Pharmacokinetic modelling of orally administered cannabidiol and implications for medication control in horses

Fabienne Eichler, Błażej Poźniak, Marc Machnik, Ina Schenk, Anke Wingender, Natalie Baudisch, Mario Thevis, Wolfgang Bäumer, Christoph Lischer, Anna Ehrle

Publication: Contribution to journalJournal articlesResearchpeer-review


Cannabidiol (CBD) products gain increasing popularity amongst animal owners and veterinarians as an alternative remedy for treatment of stress, inflammation or pain in horses. Whilst the use of cannabinoids is banned in equine sports, there is limited information available concerning CBD detection times in blood or urine. The aim of this study was to determine the pharmacokinetic properties of CBD following oral administration in the horse to assist doping control laboratories with interpreting CBD analytical results.
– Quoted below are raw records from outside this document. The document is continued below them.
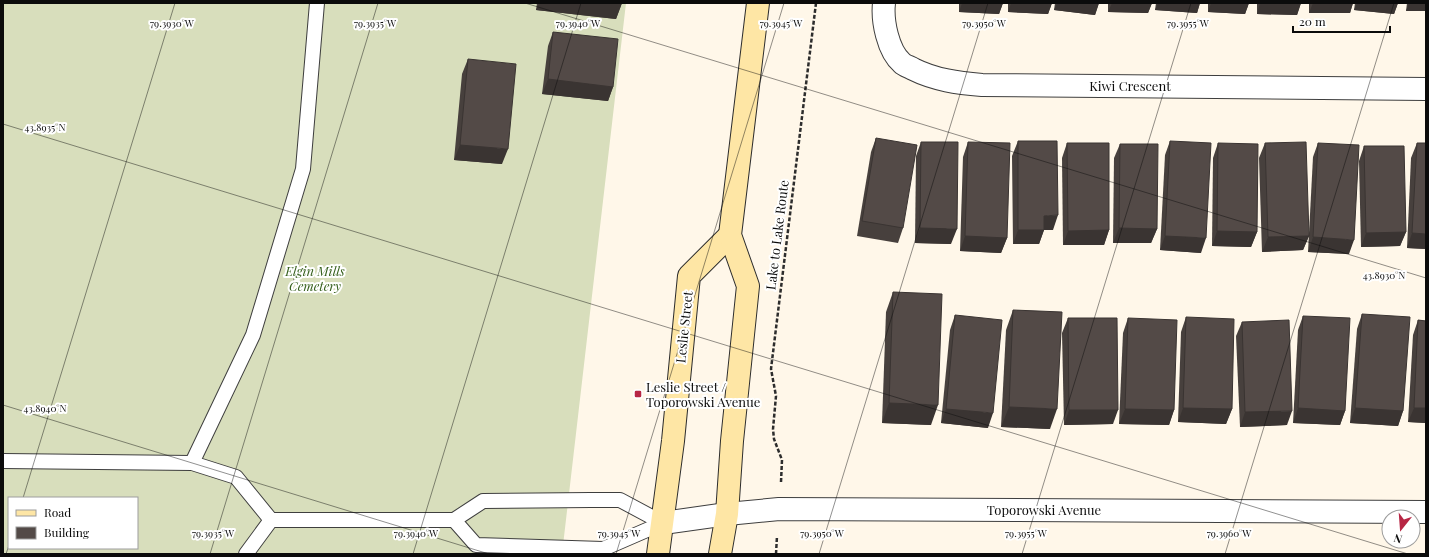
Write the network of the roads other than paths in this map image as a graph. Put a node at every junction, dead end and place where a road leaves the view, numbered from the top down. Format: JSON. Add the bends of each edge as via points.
{"nodes":[{"id":1,"x":317,"y":3,"type":"edge"},
{"id":2,"x":758,"y":3,"type":"edge"},
{"id":3,"x":884,"y":3,"type":"edge"},
{"id":4,"x":1426,"y":88,"type":"edge"},
{"id":5,"x":730,"y":235,"type":"junction"},
{"id":6,"x":3,"y":462,"type":"edge"},
{"id":7,"x":192,"y":463,"type":"junction"},
{"id":8,"x":1426,"y":512,"type":"edge"},
{"id":9,"x":727,"y":514,"type":"junction"},
{"id":10,"x":271,"y":520,"type":"junction"},
{"id":11,"x":454,"y":520,"type":"junction"},
{"id":12,"x":663,"y":523,"type":"junction"},
{"id":13,"x":246,"y":554,"type":"edge"},
{"id":14,"x":658,"y":554,"type":"edge"},
{"id":15,"x":720,"y":554,"type":"edge"}],
"edges":[{"from":1,"to":7,"type":"lane","via":[[303,169],[252,335]]},
{"from":2,"to":5,"type":"main road"},
{"from":3,"to":4,"type":"street","name":"Kiwi Crescent","via":[[884,24],[891,46],[902,63],[927,76],[954,83],[998,86]]},
{"from":5,"to":9,"type":"main road","via":[[748,286]]},
{"from":5,"to":12,"type":"main road","name":"Leslie Street","via":[[689,276]]},
{"from":6,"to":7,"type":"lane"},
{"from":7,"to":10,"type":"lane","via":[[236,477]]},
{"from":8,"to":9,"type":"street","name":"Toporowski Avenue","via":[[779,509]]},
{"from":9,"to":12,"type":"street","name":"Toporowski Avenue"},
{"from":9,"to":15,"type":"main road"},
{"from":10,"to":11,"type":"lane"},
{"from":10,"to":13,"type":"lane"},
{"from":11,"to":12,"type":"lane","via":[[483,501],[620,500]]},
{"from":11,"to":12,"type":"lane","via":[[476,545],[603,549]]},
{"from":12,"to":14,"type":"main road","name":"Leslie Street"}]}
Part 1: dose escalation study: Single oral administration of three escalating doses of CBD paste (0.2 mg/kg, n = 3 horses; 1 mg/kg, n = 3; 3 mg/kg, n = 5) with >7 days wash-out periods in between. Part 2: multiple dose study: oral administration of CBD paste (3 mg/kg, n = 6) twice daily for 15 days. Multiple blood and urine samples were collected daily throughout both studies. Following study part 2, blood and urine samples were collected for 2 weeks to observe the elimination phase. Concentrations of CBD, its metabolites and further cannabinoids were evaluated using gas-chromatography/tandem-mass-spectrometry. Pharmacokinetic parameters were assessed via two approaches: population pharmacokinetic analysis using a nonlinear mixed-effects model and non-compartmental analysis. AUC0–12 h and Cmax were tested for dose proportionality. During the elimination phase, the CBD steady-state urine to serum concentration ratio (Rss) was calculated. Oral CBD medication was well-tolerated in horses. Based on population pharmacokinetics, a three-compartment model with zero-order absorption most accurately described the pharmacokinetic properties of CBD. High volumes of distribution into peripheral compartments and high concentrations of 7-carboxy-CBD were observed in serum. Non-compartmental analysis identified a Cmax of 12.17 ± 2.08 ng/mL after single administration of CBD (dose: 3 mg/kg). AUC0–12 h showed dose proportionality, increase for Cmax leveled off at higher doses. Following multiple doses, the CBD terminal half-life was 161.29 ± 43.65 h in serum. Rss was 4.45 ± 1.04. CBD is extensively metabolized and shows high volumes of tissue distribution with a resulting extended elimination phase. Further investigation of the potential calming and anti-inflammatory effects of CBD are required to determine cut-off values for medication control using the calculated Rss.